** Opening Exercise input block **
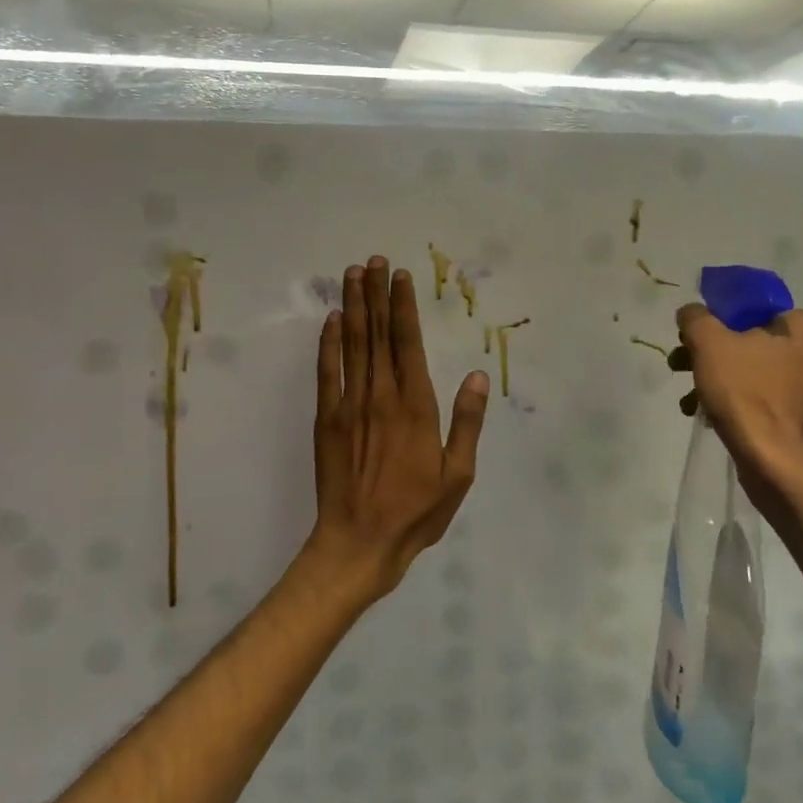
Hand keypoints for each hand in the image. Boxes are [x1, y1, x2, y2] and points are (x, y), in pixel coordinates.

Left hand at [305, 257, 489, 603]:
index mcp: (416, 406)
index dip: (404, 307)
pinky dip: (329, 343)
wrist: (360, 542)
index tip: (400, 276)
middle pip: (378, 334)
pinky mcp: (326, 420)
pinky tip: (331, 320)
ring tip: (352, 275)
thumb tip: (476, 376)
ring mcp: (349, 405)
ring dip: (353, 307)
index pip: (408, 343)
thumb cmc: (416, 512)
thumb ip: (466, 422)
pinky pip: (327, 372)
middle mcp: (381, 396)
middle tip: (373, 260)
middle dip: (376, 294)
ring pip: (353, 345)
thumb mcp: (458, 474)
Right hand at [669, 304, 802, 484]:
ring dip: (735, 386)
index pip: (770, 313)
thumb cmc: (743, 394)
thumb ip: (696, 319)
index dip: (736, 322)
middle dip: (725, 358)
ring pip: (770, 380)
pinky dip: (756, 411)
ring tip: (699, 404)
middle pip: (765, 348)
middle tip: (693, 371)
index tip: (712, 339)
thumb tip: (691, 312)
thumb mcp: (708, 344)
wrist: (773, 461)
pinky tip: (729, 422)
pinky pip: (781, 410)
** Closing Exercise input block **
**Instructions for the task:**
Only the line containing "ring mcp: (349, 405)" and the lines after it, through the end of the data, should be copied, exactly as they are.

**Answer to this task:**
ring mcp: (349, 405)
ring dip: (353, 307)
index pip: (408, 343)
thumb cmc: (416, 512)
thumb ip: (466, 422)
pinky pip: (327, 372)
middle mcp: (381, 396)
middle tip: (373, 260)
middle dip: (376, 294)
ring pip: (353, 345)
thumb mcp: (458, 474)
Right hand at [669, 304, 802, 484]:
ring dip: (735, 386)
index pip: (770, 313)
thumb cmc: (743, 394)
thumb ip: (696, 319)
index dip: (736, 322)
middle dip: (725, 358)
ring pip: (770, 380)
pinky dip: (756, 411)
ring tip: (699, 404)
middle pip: (765, 348)
middle tip: (693, 371)
index tip: (712, 339)
thumb tip: (691, 312)
thumb mcp: (708, 344)
wrist: (773, 461)
pinky tip: (729, 422)
pinky pip: (781, 410)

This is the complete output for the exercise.